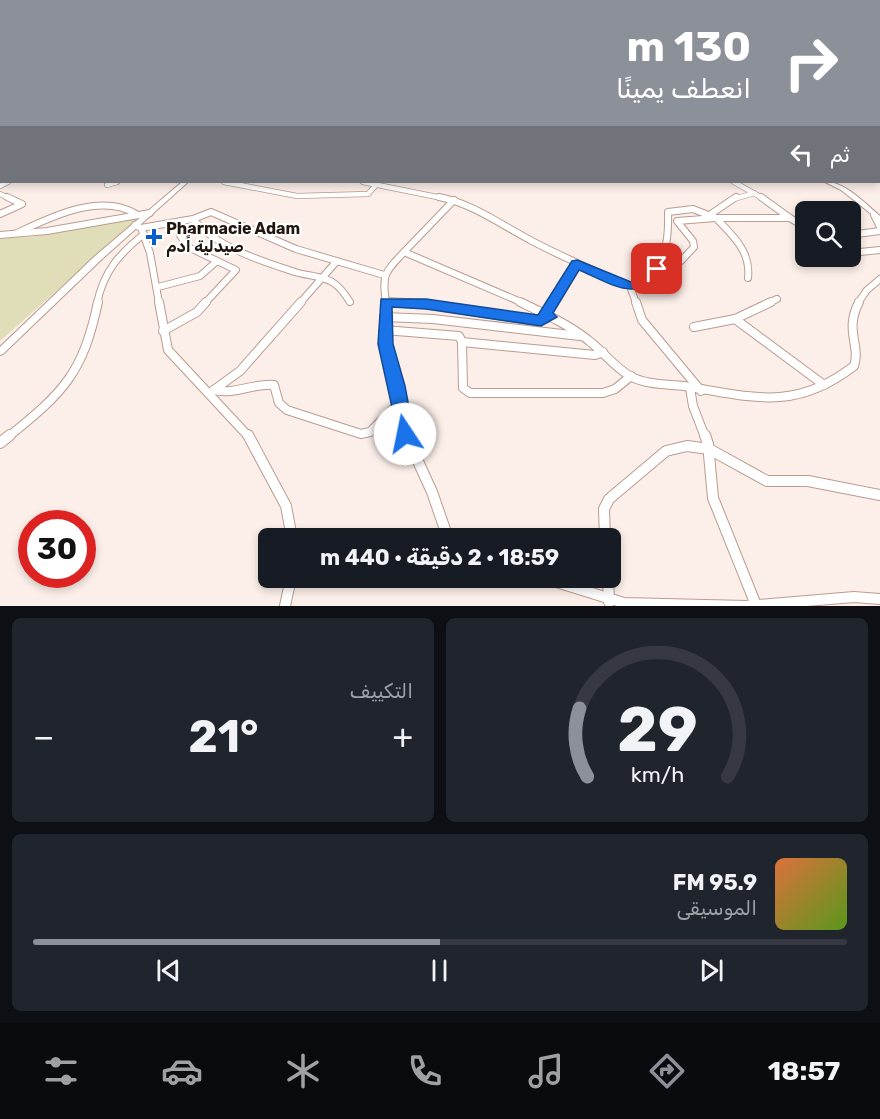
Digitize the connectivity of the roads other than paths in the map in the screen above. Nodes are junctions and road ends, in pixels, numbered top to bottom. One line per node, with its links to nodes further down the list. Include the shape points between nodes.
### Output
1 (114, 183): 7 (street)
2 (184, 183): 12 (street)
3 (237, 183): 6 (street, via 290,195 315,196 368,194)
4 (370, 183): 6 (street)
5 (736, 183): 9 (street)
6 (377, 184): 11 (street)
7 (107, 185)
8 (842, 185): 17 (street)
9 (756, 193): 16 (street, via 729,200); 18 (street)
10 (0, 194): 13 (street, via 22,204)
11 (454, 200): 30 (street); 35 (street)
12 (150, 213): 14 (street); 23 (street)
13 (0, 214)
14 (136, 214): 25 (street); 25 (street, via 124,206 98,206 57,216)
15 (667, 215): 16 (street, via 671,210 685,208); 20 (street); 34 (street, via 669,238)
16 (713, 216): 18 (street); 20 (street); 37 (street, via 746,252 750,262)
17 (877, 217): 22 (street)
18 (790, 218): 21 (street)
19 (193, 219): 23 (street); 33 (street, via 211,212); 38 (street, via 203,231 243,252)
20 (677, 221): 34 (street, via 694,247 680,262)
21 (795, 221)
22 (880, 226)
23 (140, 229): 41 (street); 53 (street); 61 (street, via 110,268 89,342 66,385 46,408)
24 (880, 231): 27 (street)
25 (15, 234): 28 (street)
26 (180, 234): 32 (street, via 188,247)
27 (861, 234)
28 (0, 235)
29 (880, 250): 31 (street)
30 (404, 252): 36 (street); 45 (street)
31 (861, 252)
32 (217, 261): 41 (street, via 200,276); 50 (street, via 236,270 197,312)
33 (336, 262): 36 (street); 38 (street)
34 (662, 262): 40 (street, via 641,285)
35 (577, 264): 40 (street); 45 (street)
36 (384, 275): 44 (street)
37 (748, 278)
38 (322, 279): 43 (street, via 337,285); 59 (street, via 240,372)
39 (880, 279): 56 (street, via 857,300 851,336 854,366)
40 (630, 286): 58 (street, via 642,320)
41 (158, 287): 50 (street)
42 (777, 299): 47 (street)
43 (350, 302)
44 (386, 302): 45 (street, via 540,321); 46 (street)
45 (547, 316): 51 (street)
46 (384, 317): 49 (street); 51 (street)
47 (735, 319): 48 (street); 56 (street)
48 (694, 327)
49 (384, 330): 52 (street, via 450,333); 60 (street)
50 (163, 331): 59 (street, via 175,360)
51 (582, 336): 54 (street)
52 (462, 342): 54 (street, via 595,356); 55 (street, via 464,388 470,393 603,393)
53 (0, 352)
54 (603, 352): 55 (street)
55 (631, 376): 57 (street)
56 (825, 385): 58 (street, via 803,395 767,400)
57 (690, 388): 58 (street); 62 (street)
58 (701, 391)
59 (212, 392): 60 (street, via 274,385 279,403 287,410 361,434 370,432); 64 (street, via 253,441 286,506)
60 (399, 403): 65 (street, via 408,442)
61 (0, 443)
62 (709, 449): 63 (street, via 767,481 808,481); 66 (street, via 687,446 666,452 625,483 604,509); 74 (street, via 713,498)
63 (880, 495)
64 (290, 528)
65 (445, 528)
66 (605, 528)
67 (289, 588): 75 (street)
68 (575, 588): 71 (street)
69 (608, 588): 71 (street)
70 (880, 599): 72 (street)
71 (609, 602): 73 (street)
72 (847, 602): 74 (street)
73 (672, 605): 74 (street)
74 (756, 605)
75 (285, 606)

**Exercise details:** Without any pictures, print the whole listing again exactly as it stands.

**Task output:**
Digitize the connectivity of the roads other than paths in the map in the screen above. Nodes are junctions and road ends, in pixels, numbered top to bottom. One line per node, with its links to nodes further down the list. Include the shape points between nodes.
### Output
1 (114, 183): 7 (street)
2 (184, 183): 12 (street)
3 (237, 183): 6 (street, via 290,195 315,196 368,194)
4 (370, 183): 6 (street)
5 (736, 183): 9 (street)
6 (377, 184): 11 (street)
7 (107, 185)
8 (842, 185): 17 (street)
9 (756, 193): 16 (street, via 729,200); 18 (street)
10 (0, 194): 13 (street, via 22,204)
11 (454, 200): 30 (street); 35 (street)
12 (150, 213): 14 (street); 23 (street)
13 (0, 214)
14 (136, 214): 25 (street); 25 (street, via 124,206 98,206 57,216)
15 (667, 215): 16 (street, via 671,210 685,208); 20 (street); 34 (street, via 669,238)
16 (713, 216): 18 (street); 20 (street); 37 (street, via 746,252 750,262)
17 (877, 217): 22 (street)
18 (790, 218): 21 (street)
19 (193, 219): 23 (street); 33 (street, via 211,212); 38 (street, via 203,231 243,252)
20 (677, 221): 34 (street, via 694,247 680,262)
21 (795, 221)
22 (880, 226)
23 (140, 229): 41 (street); 53 (street); 61 (street, via 110,268 89,342 66,385 46,408)
24 (880, 231): 27 (street)
25 (15, 234): 28 (street)
26 (180, 234): 32 (street, via 188,247)
27 (861, 234)
28 (0, 235)
29 (880, 250): 31 (street)
30 (404, 252): 36 (street); 45 (street)
31 (861, 252)
32 (217, 261): 41 (street, via 200,276); 50 (street, via 236,270 197,312)
33 (336, 262): 36 (street); 38 (street)
34 (662, 262): 40 (street, via 641,285)
35 (577, 264): 40 (street); 45 (street)
36 (384, 275): 44 (street)
37 (748, 278)
38 (322, 279): 43 (street, via 337,285); 59 (street, via 240,372)
39 (880, 279): 56 (street, via 857,300 851,336 854,366)
40 (630, 286): 58 (street, via 642,320)
41 (158, 287): 50 (street)
42 (777, 299): 47 (street)
43 (350, 302)
44 (386, 302): 45 (street, via 540,321); 46 (street)
45 (547, 316): 51 (street)
46 (384, 317): 49 (street); 51 (street)
47 (735, 319): 48 (street); 56 (street)
48 (694, 327)
49 (384, 330): 52 (street, via 450,333); 60 (street)
50 (163, 331): 59 (street, via 175,360)
51 (582, 336): 54 (street)
52 (462, 342): 54 (street, via 595,356); 55 (street, via 464,388 470,393 603,393)
53 (0, 352)
54 (603, 352): 55 (street)
55 (631, 376): 57 (street)
56 (825, 385): 58 (street, via 803,395 767,400)
57 (690, 388): 58 (street); 62 (street)
58 (701, 391)
59 (212, 392): 60 (street, via 274,385 279,403 287,410 361,434 370,432); 64 (street, via 253,441 286,506)
60 (399, 403): 65 (street, via 408,442)
61 (0, 443)
62 (709, 449): 63 (street, via 767,481 808,481); 66 (street, via 687,446 666,452 625,483 604,509); 74 (street, via 713,498)
63 (880, 495)
64 (290, 528)
65 (445, 528)
66 (605, 528)
67 (289, 588): 75 (street)
68 (575, 588): 71 (street)
69 (608, 588): 71 (street)
70 (880, 599): 72 (street)
71 (609, 602): 73 (street)
72 (847, 602): 74 (street)
73 (672, 605): 74 (street)
74 (756, 605)
75 (285, 606)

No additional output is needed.